◆ Your objective:
Where a line of the records contains the word "nodes", show that line.

(Stored data)
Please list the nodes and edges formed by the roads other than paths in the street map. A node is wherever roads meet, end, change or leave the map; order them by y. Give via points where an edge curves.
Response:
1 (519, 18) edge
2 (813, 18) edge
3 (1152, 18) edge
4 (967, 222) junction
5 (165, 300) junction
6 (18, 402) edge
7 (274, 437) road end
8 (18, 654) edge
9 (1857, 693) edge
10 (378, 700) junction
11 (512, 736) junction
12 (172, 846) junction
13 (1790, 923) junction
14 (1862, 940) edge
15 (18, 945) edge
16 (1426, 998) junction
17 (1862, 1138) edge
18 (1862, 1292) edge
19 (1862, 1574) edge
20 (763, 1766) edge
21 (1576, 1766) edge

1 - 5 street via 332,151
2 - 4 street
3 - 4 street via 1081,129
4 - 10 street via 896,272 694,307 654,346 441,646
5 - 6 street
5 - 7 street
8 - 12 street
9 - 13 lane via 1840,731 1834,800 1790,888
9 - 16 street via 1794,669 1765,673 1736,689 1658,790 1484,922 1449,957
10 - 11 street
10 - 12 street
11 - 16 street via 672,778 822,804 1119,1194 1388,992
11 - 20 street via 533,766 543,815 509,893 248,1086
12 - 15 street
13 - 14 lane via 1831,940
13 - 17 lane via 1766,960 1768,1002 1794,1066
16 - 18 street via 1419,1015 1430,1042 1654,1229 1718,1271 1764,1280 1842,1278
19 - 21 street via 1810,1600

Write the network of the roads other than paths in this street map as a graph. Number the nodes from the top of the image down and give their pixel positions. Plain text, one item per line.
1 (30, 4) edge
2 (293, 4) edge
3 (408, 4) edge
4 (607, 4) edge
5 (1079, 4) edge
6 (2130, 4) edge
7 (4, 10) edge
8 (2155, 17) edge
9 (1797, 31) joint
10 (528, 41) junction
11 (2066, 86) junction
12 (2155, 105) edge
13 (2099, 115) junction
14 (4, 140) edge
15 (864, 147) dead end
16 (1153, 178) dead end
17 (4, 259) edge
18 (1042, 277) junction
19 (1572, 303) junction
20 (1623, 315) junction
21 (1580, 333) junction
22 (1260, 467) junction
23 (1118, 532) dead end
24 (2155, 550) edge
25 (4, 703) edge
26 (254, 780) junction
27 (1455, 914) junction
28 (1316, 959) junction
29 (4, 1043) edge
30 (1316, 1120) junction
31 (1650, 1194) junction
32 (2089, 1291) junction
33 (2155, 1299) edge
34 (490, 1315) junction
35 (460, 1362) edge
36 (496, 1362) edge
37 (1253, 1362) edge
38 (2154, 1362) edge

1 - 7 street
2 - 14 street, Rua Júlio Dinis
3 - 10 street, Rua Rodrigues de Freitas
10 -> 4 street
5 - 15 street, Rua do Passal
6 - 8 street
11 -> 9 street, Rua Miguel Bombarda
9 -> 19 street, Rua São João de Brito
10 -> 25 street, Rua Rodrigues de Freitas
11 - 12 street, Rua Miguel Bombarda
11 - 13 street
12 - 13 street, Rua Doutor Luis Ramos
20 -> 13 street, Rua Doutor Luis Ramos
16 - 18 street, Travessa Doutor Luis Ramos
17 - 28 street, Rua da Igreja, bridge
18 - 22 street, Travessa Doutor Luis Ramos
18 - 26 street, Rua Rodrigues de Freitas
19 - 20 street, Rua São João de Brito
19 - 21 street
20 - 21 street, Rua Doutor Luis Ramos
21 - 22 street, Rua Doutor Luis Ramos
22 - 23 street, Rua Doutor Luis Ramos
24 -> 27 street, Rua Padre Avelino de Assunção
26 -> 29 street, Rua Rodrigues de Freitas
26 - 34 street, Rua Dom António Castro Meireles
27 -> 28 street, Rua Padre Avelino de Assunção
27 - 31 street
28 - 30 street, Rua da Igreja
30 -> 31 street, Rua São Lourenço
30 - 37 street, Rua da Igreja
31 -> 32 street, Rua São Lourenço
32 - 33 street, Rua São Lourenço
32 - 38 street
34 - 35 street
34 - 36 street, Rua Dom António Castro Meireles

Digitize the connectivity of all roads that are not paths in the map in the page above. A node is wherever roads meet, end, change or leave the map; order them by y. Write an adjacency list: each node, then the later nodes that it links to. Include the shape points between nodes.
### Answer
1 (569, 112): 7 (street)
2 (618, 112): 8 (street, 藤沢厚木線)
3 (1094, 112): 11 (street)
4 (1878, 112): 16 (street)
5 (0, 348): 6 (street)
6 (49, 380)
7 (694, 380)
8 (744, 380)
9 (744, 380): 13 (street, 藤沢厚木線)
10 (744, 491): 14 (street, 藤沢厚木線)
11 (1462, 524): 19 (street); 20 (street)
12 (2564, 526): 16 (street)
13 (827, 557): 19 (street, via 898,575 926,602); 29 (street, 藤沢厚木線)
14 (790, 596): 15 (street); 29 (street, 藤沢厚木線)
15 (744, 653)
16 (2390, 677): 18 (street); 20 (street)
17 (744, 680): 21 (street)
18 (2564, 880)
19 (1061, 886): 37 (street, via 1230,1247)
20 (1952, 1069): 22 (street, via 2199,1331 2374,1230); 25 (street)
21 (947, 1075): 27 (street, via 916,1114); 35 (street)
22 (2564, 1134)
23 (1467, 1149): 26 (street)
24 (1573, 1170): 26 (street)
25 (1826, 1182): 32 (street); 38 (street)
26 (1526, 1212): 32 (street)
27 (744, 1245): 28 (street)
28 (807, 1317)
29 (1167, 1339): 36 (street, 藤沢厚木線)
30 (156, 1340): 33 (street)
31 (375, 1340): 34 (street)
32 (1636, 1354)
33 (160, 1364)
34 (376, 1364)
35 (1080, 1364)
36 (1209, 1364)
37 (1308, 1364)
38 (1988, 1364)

◆ Exercise solution:
Please list the nodes and edges formed by the roads other than paths in the street map. A node is wherever roads meet, end, change or leave the map; order them by y. Give via points where an edge curves.
Write the network of the roads other than paths in this street map as a graph. Number the nodes from the top of the image down and give their pixel positions. Plain text, one item per line.
Digitize the connectivity of all roads that are not paths in the map in the page above. A node is wherever roads meet, end, change or leave the map; order them by y. Write an adjacency list: each node, then the later nodes that it links to. Include the shape points between nodes.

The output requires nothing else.